In the case of full enumeration there is a rupture
collection for each tectonic region type, otherwise the number of
rupture collections is equal to the number of samples times
The size of the full GMFs (i.e. for all realizations) is given by the formula
nbytes = 0
for rlz in rlzs:
col_ids = list(rlzs_assoc.csm_info.get_col_ids(rlz))
for rupcol in collections[col_ids]:
bytes_per_record = 8 + 8 * num_imts
for rup in rupcol.values():
nbytes += num_affected_sites(rup)
and it is much larger. For instance, we can consider the case of Germany. This is an event based calculation using the SHARE model, with 100 realizations and 8232 sites, i.e. a pretty large calculation. The size of the GMFs is
- Germany, all realizations: 17.67 GB
- Germany, compact format: 1.31 GB
In other words, the compact format is 13+ times smaller than the full format. The saving time is proportionally smaller. On top of that, the storage on the database is particular inefficient in this case (technically it is because we are storing short arrays) so that the old calculator is storing around 46 GB of data. This includes the ruptures, which however are smaller than the GMFs. The saving time on the database is affected by the high level of concurrency (I run this computation with 1000 tasks on a cluster with 256 cores), by the fact that the database was half full, and of course by the various database constraints (primary keys and others).

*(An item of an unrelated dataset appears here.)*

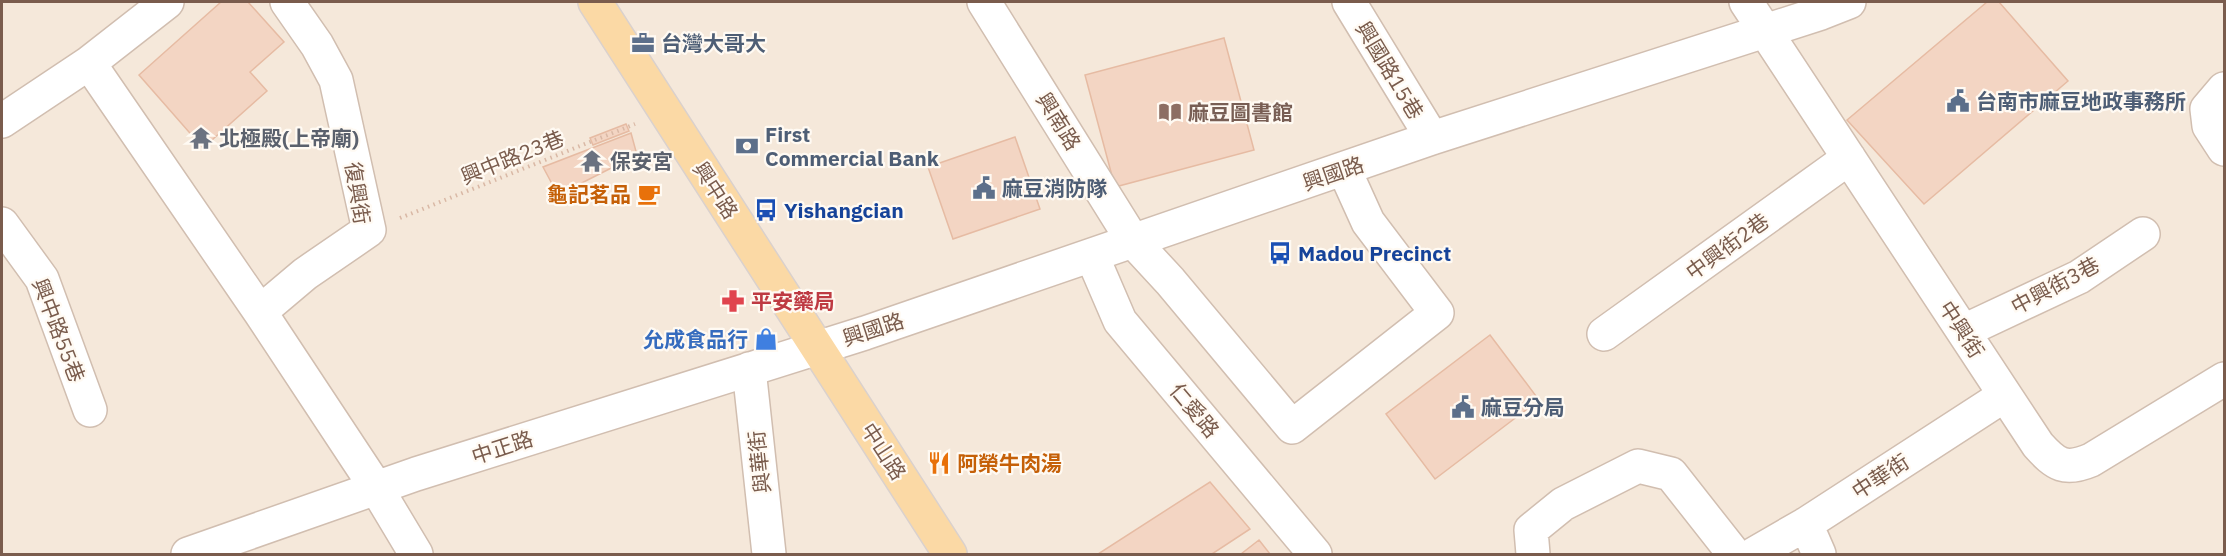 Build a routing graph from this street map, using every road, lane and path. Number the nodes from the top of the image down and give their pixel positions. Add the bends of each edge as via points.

So the HDF5 saving is expected to be much faster. In reality it is insanely fast. But let me first show the numbers for the computation times:
Operation | Cum. Time | Memory |
---|---|---|
computing gmfs (old) | 3,769 s | 29 MB |
computing gmfs (new) | 2,375 s | 0.73 MB |
The speedup when computing the GMFs is consistent with our findings of before (it is significant); in particular it requires a lot less memory, 40 times less memory. This is the advantage of using numpy arrays and not Django objects.
The situation for the saving times is beyond imagination:
Operation | Cum. Time | Memory |
---|---|---|
saving gmfs (old) | 636,613 s | 4 MB |
saving gmfs (new) | 3.2 s | 0.25 MB |
We went from 636,613 s to 3.2 s, a factor of 200,000 times!!
Generation of hazard curves
The new calculator is also able to generate hazard curves from the GMFs and to save the curves without saving the GMFs, just as the old calculator. But clearly the new calculator is faster. Here are some numbers for Miriam’s island with 256 tasks:
Operation | Cum. Time | Memory |
---|---|---|
(old) total compute_gmfs_and_curves | 10,483 s | 77 MB |
(new) total compute_gmfs_and_curves | 8,153 s | 131 MB |
It is not clear to me why we are using more memory, it is something that I have yet to investigate.
The case of sampling
The new calculator is still not reliable in the case of sampling, so I will not provide any figure for this situation. I will write a separate blog post when this use case will be under control.